QAGCN: Answering Multi-Relation Questions via Single-Step Implicit Reasoning over Knowledge Graphs

Ruijie Wang, Luca Rossetto, Michael Cochez, and Abraham Bernstein

To appear at the 21st European Semantic Web Conference (ESWC 2024).

Arxiv preprint: QAGCN: Answering Multi-Relation Questions via Single-Step Implicit Reasoning over Knowledge Graphs.

Environment Setup

Please set up a Python environment with Pytorch, Pytorch Geometric, Pytorch Scatter, Transformers, NetworkX, and Graph-tool installed.

Data and Models

Please download the prepared data and our pretrained models for MetaQA, PathQuestion (PQ), and PathQuestion-Large (PQL) from OSF. (Unzip data.zip and move it to the root directory.)

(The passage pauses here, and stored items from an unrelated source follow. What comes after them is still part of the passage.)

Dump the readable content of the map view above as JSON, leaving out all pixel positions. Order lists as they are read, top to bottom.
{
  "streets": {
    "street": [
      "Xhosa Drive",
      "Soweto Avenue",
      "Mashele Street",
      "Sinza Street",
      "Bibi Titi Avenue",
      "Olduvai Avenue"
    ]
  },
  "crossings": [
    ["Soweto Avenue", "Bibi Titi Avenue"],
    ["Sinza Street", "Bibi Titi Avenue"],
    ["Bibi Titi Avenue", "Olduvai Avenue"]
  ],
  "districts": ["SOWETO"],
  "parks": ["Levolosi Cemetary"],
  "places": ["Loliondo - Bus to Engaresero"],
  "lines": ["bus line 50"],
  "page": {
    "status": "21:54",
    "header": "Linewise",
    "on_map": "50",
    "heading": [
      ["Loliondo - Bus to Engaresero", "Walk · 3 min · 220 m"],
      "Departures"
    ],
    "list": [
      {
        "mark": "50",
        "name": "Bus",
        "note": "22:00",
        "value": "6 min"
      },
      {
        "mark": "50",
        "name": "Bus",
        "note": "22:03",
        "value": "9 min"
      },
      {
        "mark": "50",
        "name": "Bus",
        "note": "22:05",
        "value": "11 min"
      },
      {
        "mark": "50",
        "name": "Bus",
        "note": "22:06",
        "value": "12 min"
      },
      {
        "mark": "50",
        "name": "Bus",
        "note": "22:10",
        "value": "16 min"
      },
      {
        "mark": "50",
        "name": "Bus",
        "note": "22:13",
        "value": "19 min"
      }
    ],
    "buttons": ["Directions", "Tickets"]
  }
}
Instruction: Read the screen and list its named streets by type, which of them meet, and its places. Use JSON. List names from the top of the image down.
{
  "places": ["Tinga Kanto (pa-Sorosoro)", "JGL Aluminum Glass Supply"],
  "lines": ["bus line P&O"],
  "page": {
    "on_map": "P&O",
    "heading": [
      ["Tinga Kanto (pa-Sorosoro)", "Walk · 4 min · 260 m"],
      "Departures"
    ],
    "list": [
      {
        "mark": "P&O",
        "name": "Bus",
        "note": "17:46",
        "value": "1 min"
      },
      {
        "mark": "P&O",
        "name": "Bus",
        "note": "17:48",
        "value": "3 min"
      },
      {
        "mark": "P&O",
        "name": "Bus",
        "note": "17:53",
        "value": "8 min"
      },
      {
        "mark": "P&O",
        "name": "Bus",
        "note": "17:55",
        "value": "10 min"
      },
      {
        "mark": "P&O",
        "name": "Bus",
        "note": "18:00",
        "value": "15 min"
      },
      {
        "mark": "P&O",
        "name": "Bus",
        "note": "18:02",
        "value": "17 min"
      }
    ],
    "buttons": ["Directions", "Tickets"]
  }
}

Inference using Pre-trained Models

The following commands can be used to load and evaluate the pre-trained models.

MetaQA

cd qa_metaqa

# evaluate the pre-trained model on MetaQA-1hop
touch MetaQA_1hop_eval.log
python -u main.py --num_epochs 0 --path_align_timestamp 2022.02.12.20.00 --timestamp 2022.02.13.15.09 >> MetaQA_1hop_eval.log

# evaluate the pre-trained model on MetaQA-2hop
touch MetaQA_2hop_eval.log
python -u main.py --qa_type 2-hop --in_dims 768 512 --out_dims 512 256 --dropouts 0.1 0. --rerank_top 200 --num_epochs 0 --path_align_timestamp 2022.02.12.20.18 --timestamp 2022.02.15.21.17 >> MetaQA_2hop_eval.log

# evaluate the pre-trained model on MetaQA-3hop
touch MetaQA_3hop_eval.log
python -u infer.py --path_align_timestamp 2022.02.15.19.30 --timestamp 2022.02.19.12.28 >> MetaQA_3hop_eval.log

PathQuestion

cd qa_pq

# evaluate the pre-trained model on PQ-2hop
touch PathQuestion_2hop_eval.log
python -u main.py --num_epochs 0 --path_align_timestamp 2022.02.20.20.06 --timestamp 2022.02.20.20.55 >> PathQuestion_2hop_eval.log

# evaluate the pre-trained model on PQ-3hop
touch PathQuestion_3hop_eval.log
python -u main.py --qa_type 3-hop --num_epochs 0 --in_dims 768 512 256 --out_dims 512 256 128 --dropouts 0.1 0.1 0. --rerank_top 50 --path_align_timestamp 2022.03.13.18.11 --timestamp 2022.02.19.23.45 >> PathQuestion_3hop_eval.log

PathQuestion-Large

cd qa_pql

# evaluate the pre-trained model on PQL-2hop
touch PathQuestionLarge_2hop_eval.log
python -u main.py --num_epochs 0 --path_align_timestamp 2023.12.08.02.04 --timestamp 2023.12.08.03.10 >> PathQuestionLarge_2hop_eval.log

# evaluate the pre-trained model on PQL-3hop
touch PathQuestionLarge_3hop_eval.log
python -u main3.py --num_epochs 0 --path_align_timestamp 2023.12.08.06.07 --timestamp 2023.12.08.06.45 >> PathQuestionLarge_3hop_eval.log

Training New Models

The following commands can be used to train new models.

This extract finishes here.